Data records Start Marker
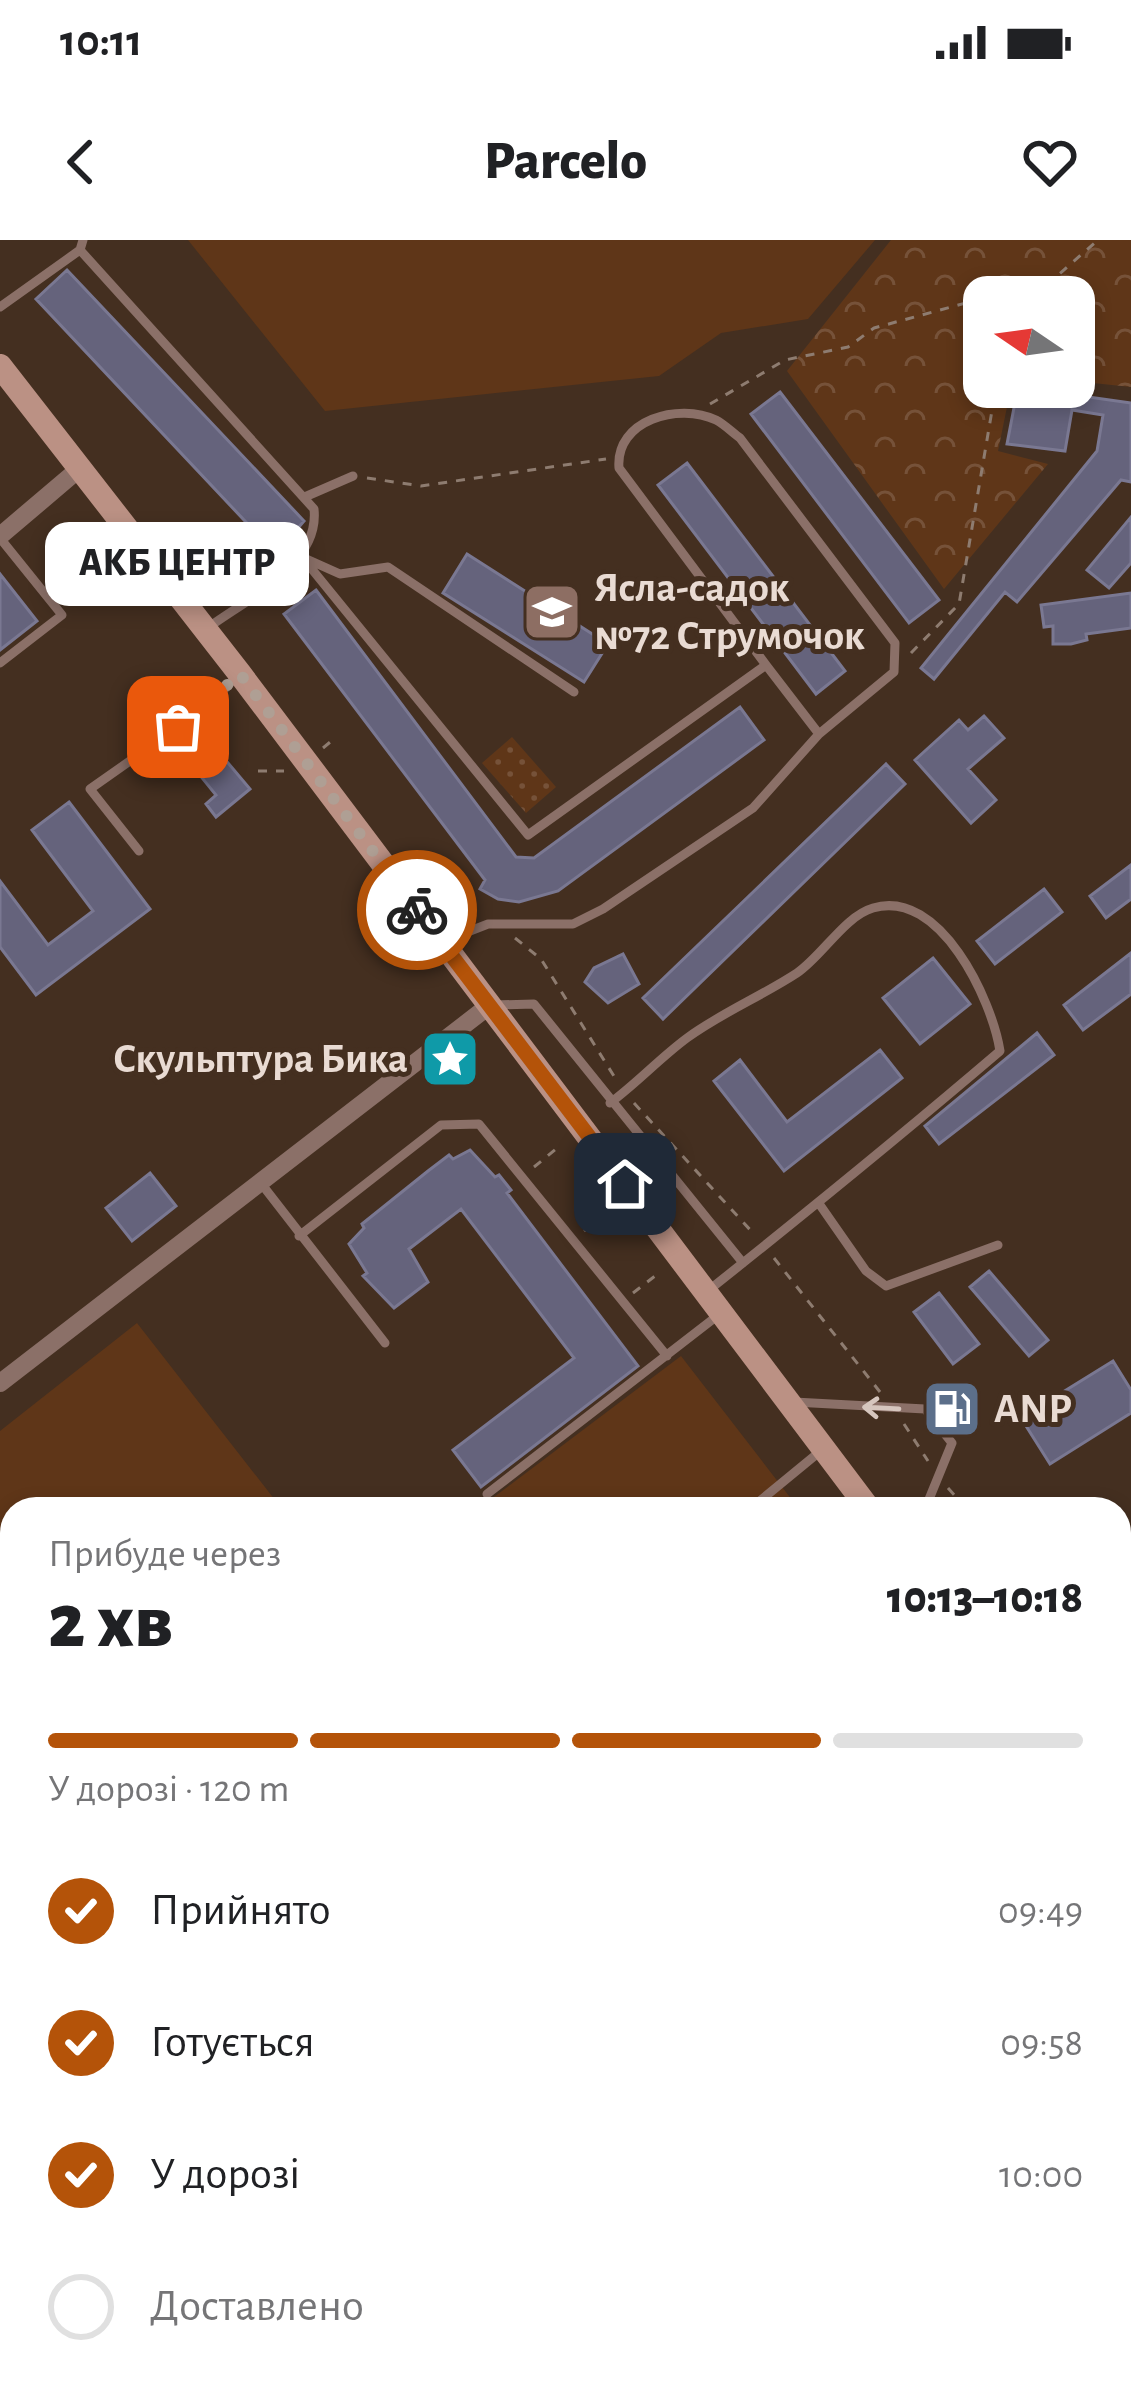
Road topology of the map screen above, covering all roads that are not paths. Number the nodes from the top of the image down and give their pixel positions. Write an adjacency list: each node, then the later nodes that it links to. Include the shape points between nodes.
1 (81, 245): 2 (lane); 6 (lane)
2 (0, 307)
3 (0, 366): 4 (main road)
4 (80, 468): 7 (street); 9 (main road)
5 (353, 476): 6 (lane)
6 (307, 496): 8 (lane, via 316,526)
7 (0, 537): 10 (lane, via 62,615)
8 (302, 556): 9 (lane); 11 (lane, via 528,835); 13 (lane, via 340,574 388,567)
9 (206, 628): 12 (main road)
10 (0, 663)
11 (766, 665): 14 (lane); 14 (lane, via 618,460 632,430 654,416 715,419 740,438 895,644 893,672)
12 (240, 674): 15 (lane, via 90,789); 16 (main road)
13 (574, 692)
14 (819, 734): 16 (lane, via 753,808 603,909 573,924 488,924)
15 (139, 851)
16 (442, 943): 17 (main road)
17 (490, 1005): 18 (lane, via 534,1004); 19 (street); 24 (main road)
18 (610, 1103): 20 (lane, via 689,1036 800,971 868,908 893,904 931,923 972,970 994,1011 1000,1051); 23 (lane)
19 (260, 1182): 21 (lane); 27 (street)
20 (820, 1205): 22 (lane, via 866,1271 886,1286); 23 (lane)
21 (298, 1236): 25 (lane); 26 (lane, via 441,1125 479,1124)
22 (998, 1245)
23 (743, 1263): 24 (lane)
24 (713, 1303): 26 (lane); 28 (main road)
25 (385, 1343)
26 (667, 1356): 30 (lane)
27 (0, 1383)
28 (788, 1402): 29 (main road); 33 (lane, one-way to 28, via 952,1443 925,1408)
29 (823, 1449): 31 (lane); 32 (main road)
30 (487, 1494)
31 (765, 1497)
32 (860, 1497)
33 (930, 1497)

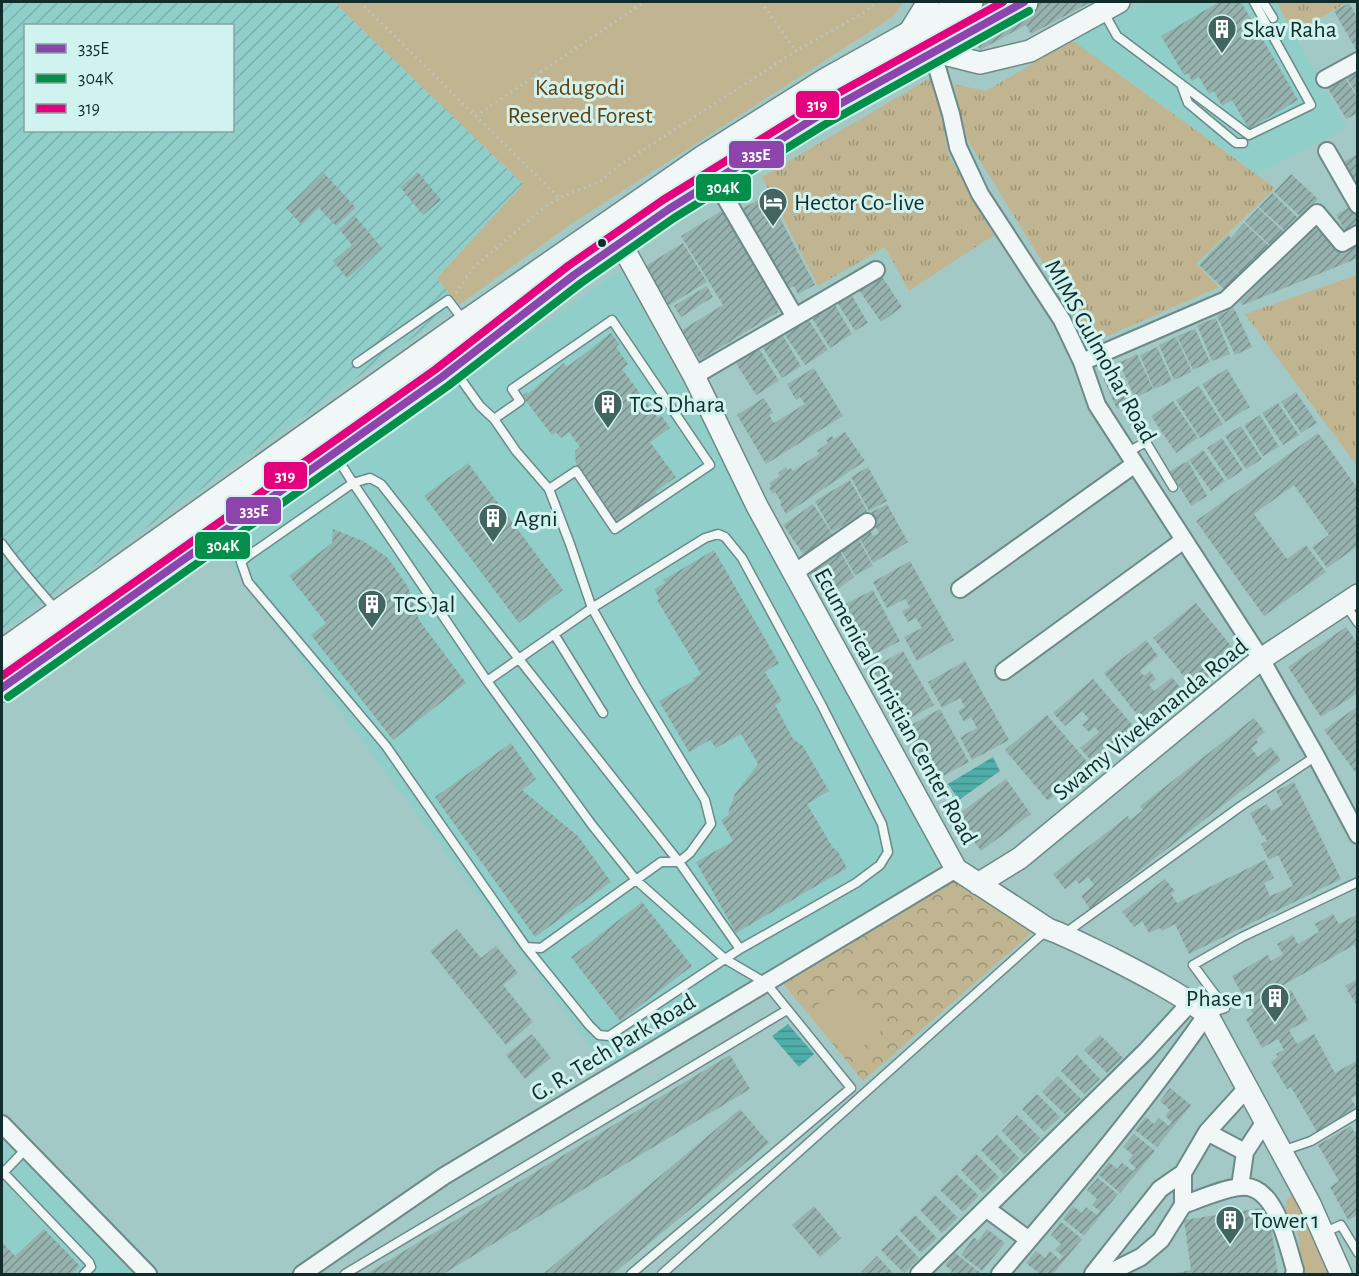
Data records End Marker
-- Task requirements --
Print the material precisely as given, dropping any images it holds.

-- Task output --
Road topology of the map screen above, covering all roads that are not paths. Number the nodes from the top of the image down and give their pixel positions. Write an adjacency list: each node, then the later nodes that it links to. Include the shape points between nodes.
1 (81, 245): 2 (lane); 6 (lane)
2 (0, 307)
3 (0, 366): 4 (main road)
4 (80, 468): 7 (street); 9 (main road)
5 (353, 476): 6 (lane)
6 (307, 496): 8 (lane, via 316,526)
7 (0, 537): 10 (lane, via 62,615)
8 (302, 556): 9 (lane); 11 (lane, via 528,835); 13 (lane, via 340,574 388,567)
9 (206, 628): 12 (main road)
10 (0, 663)
11 (766, 665): 14 (lane); 14 (lane, via 618,460 632,430 654,416 715,419 740,438 895,644 893,672)
12 (240, 674): 15 (lane, via 90,789); 16 (main road)
13 (574, 692)
14 (819, 734): 16 (lane, via 753,808 603,909 573,924 488,924)
15 (139, 851)
16 (442, 943): 17 (main road)
17 (490, 1005): 18 (lane, via 534,1004); 19 (street); 24 (main road)
18 (610, 1103): 20 (lane, via 689,1036 800,971 868,908 893,904 931,923 972,970 994,1011 1000,1051); 23 (lane)
19 (260, 1182): 21 (lane); 27 (street)
20 (820, 1205): 22 (lane, via 866,1271 886,1286); 23 (lane)
21 (298, 1236): 25 (lane); 26 (lane, via 441,1125 479,1124)
22 (998, 1245)
23 (743, 1263): 24 (lane)
24 (713, 1303): 26 (lane); 28 (main road)
25 (385, 1343)
26 (667, 1356): 30 (lane)
27 (0, 1383)
28 (788, 1402): 29 (main road); 33 (lane, one-way to 28, via 952,1443 925,1408)
29 (823, 1449): 31 (lane); 32 (main road)
30 (487, 1494)
31 (765, 1497)
32 (860, 1497)
33 (930, 1497)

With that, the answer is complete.